Leading players such as HDFC Bank, State Bank of India, LIC, and ICICI Bank are now adopting a more selective approach to TV and print. While these channels still play a role, their usage has become campaign-specific rather than always-on.
Print continues to hold relevance, particularly for corporate communication and trust-building messaging, but it has not witnessed any significant growth in ad spends. Television, once the backbone of BFSI advertising, is also seeing reduced dominance as brands optimise budgets.

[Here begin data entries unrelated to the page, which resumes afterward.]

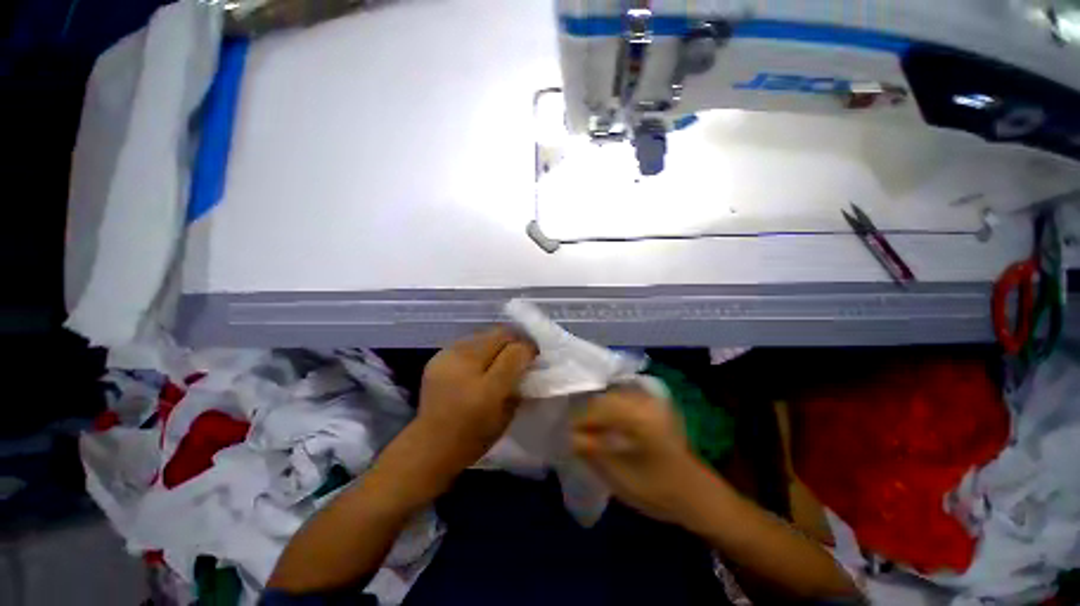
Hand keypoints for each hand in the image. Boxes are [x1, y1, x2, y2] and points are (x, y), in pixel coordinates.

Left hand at [413, 327, 536, 472]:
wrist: (430, 444)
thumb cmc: (475, 437)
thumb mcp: (508, 415)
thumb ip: (520, 384)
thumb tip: (527, 363)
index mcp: (487, 388)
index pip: (516, 351)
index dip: (528, 349)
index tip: (533, 356)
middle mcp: (466, 366)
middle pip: (500, 334)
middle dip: (515, 341)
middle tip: (519, 352)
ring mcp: (449, 358)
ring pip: (484, 333)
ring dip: (497, 342)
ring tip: (499, 355)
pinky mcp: (438, 356)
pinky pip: (468, 340)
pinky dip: (479, 346)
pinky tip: (479, 361)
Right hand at [572, 388, 714, 525]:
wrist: (699, 496)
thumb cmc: (659, 491)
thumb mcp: (619, 476)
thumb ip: (590, 451)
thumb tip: (566, 435)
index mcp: (636, 414)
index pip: (594, 409)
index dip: (576, 421)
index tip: (562, 435)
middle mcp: (643, 399)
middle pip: (601, 398)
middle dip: (584, 414)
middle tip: (571, 432)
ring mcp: (650, 400)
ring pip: (610, 396)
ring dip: (595, 410)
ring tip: (584, 429)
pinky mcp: (653, 406)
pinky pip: (622, 399)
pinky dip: (608, 410)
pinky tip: (603, 425)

In contrast, digital platforms are seeing increased investments from both traditional financial institutions and emerging fintech players. The shift is largely driven by the need for sharper targeting, real-time performance tracking, and measurable ROI. Products like loans, credit cards, and insurance-where conversion matters-are increasingly being promoted through performance-led digital campaigns.
This transition reflects a broader evolution in BFSI marketing-from mass visibility to precision-driven engagement. As competition intensifies and consumer journeys become more digital, brands are prioritising efficiency and accountability in media planning.
The trend signals a future where digital is not just a channel, but the core engine driving customer acquisition and engagement in the BFSI sector.